> EXERCISE DESCRIPTION: Go line by line through the records below. Copy whichever lines contain the string "Heisenbergstraße".

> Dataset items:
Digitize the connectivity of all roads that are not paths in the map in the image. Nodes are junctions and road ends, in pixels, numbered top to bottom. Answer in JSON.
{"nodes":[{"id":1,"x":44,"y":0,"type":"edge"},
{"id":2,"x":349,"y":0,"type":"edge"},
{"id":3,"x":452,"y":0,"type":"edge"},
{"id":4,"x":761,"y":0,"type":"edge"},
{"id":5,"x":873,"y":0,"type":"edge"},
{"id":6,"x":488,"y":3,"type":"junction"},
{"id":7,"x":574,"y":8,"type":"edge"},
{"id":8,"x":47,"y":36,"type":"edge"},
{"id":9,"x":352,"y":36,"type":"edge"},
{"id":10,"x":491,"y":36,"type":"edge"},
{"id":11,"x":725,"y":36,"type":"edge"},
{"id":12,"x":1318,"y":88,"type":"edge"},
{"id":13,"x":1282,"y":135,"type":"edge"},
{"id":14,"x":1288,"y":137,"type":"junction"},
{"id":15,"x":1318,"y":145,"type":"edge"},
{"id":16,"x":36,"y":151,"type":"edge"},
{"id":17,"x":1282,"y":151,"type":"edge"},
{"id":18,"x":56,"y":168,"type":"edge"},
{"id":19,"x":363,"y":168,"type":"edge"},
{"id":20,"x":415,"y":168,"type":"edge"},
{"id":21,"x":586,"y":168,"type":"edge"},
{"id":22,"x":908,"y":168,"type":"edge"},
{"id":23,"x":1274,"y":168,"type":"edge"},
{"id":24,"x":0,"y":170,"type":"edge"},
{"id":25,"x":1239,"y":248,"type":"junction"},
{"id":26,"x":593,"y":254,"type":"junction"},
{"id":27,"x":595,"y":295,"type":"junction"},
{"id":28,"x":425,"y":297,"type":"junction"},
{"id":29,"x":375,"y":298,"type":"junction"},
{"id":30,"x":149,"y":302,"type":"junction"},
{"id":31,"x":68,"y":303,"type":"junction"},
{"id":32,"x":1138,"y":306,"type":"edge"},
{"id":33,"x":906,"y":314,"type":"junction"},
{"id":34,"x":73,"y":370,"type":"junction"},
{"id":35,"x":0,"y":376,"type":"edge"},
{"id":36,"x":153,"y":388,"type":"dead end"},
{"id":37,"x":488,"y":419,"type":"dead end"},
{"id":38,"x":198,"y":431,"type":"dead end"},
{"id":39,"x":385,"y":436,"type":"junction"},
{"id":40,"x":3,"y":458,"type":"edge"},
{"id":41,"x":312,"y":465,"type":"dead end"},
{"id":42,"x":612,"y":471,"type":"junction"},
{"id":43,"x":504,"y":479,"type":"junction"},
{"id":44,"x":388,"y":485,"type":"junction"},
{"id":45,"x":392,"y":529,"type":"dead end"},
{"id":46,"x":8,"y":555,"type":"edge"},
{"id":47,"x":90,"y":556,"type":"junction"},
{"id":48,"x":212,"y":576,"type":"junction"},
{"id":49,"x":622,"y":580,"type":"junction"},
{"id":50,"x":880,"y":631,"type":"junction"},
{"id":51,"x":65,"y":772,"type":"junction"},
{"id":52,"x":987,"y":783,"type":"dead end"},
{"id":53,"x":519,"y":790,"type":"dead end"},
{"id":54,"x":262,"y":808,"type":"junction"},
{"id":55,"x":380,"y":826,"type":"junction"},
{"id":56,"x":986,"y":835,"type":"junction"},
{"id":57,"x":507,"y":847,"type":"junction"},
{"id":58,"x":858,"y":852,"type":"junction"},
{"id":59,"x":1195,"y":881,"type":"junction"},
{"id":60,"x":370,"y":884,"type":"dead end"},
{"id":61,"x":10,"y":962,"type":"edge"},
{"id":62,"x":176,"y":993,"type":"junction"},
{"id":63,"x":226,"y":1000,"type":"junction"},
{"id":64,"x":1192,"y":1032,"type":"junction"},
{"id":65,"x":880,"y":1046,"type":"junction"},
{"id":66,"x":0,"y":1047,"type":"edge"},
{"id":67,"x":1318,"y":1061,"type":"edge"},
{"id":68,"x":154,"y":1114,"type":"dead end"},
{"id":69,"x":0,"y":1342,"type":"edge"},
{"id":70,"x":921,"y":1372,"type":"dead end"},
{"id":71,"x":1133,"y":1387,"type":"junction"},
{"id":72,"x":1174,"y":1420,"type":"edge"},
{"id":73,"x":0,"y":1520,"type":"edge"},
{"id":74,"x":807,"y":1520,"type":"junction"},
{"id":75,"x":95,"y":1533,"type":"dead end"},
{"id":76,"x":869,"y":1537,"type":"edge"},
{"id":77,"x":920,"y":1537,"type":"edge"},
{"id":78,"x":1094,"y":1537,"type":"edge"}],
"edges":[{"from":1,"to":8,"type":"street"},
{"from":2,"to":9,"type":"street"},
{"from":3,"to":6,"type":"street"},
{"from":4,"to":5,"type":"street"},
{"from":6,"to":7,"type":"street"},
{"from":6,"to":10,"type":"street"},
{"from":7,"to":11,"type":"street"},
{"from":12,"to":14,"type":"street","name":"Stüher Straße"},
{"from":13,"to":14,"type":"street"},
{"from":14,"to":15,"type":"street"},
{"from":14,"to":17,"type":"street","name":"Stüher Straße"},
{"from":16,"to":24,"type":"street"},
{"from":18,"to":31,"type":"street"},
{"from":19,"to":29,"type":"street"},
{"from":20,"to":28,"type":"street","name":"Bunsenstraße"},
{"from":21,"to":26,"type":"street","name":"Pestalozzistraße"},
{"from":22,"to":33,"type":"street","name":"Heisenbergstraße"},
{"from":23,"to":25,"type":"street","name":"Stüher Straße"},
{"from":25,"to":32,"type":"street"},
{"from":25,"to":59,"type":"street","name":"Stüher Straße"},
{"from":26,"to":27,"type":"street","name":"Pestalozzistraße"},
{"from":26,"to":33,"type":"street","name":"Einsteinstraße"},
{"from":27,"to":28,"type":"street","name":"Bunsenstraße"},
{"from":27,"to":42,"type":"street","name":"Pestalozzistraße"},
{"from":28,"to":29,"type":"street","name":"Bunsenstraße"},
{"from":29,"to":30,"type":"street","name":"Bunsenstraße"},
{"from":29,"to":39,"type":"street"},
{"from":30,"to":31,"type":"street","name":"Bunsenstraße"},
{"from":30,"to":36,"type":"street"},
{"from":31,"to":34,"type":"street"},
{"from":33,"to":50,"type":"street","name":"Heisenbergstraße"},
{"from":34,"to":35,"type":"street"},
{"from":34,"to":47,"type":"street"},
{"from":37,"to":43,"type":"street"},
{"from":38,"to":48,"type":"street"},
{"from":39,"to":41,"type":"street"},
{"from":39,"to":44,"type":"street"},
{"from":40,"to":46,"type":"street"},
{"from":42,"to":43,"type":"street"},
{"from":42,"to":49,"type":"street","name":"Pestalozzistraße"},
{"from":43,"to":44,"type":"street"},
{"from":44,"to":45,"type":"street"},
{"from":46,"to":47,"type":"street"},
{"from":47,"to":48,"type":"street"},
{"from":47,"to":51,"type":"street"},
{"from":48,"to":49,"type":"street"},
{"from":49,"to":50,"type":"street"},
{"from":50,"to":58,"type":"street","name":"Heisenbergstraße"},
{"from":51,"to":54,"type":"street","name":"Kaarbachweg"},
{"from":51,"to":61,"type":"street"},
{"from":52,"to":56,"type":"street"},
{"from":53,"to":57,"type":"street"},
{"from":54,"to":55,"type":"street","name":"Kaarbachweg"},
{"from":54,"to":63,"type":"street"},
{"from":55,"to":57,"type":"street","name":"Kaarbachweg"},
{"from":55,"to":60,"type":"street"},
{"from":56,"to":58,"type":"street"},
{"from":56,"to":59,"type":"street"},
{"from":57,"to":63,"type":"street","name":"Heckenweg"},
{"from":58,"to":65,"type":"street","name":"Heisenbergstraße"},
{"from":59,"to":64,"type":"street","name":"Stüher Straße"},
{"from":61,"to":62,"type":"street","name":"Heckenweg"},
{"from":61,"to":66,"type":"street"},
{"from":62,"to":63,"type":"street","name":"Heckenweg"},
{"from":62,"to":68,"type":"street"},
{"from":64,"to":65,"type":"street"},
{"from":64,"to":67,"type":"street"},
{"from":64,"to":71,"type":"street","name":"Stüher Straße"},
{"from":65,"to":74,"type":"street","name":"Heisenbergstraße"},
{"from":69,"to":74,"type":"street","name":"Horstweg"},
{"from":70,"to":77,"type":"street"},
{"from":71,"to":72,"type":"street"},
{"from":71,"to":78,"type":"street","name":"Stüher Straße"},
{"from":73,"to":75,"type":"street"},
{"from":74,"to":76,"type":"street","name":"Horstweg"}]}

> WRITTEN RESPONSE:
{"from":22,"to":33,"type":"street","name":"Heisenbergstraße"},
{"from":33,"to":50,"type":"street","name":"Heisenbergstraße"},
{"from":50,"to":58,"type":"street","name":"Heisenbergstraße"},
{"from":58,"to":65,"type":"street","name":"Heisenbergstraße"},
{"from":65,"to":74,"type":"street","name":"Heisenbergstraße"},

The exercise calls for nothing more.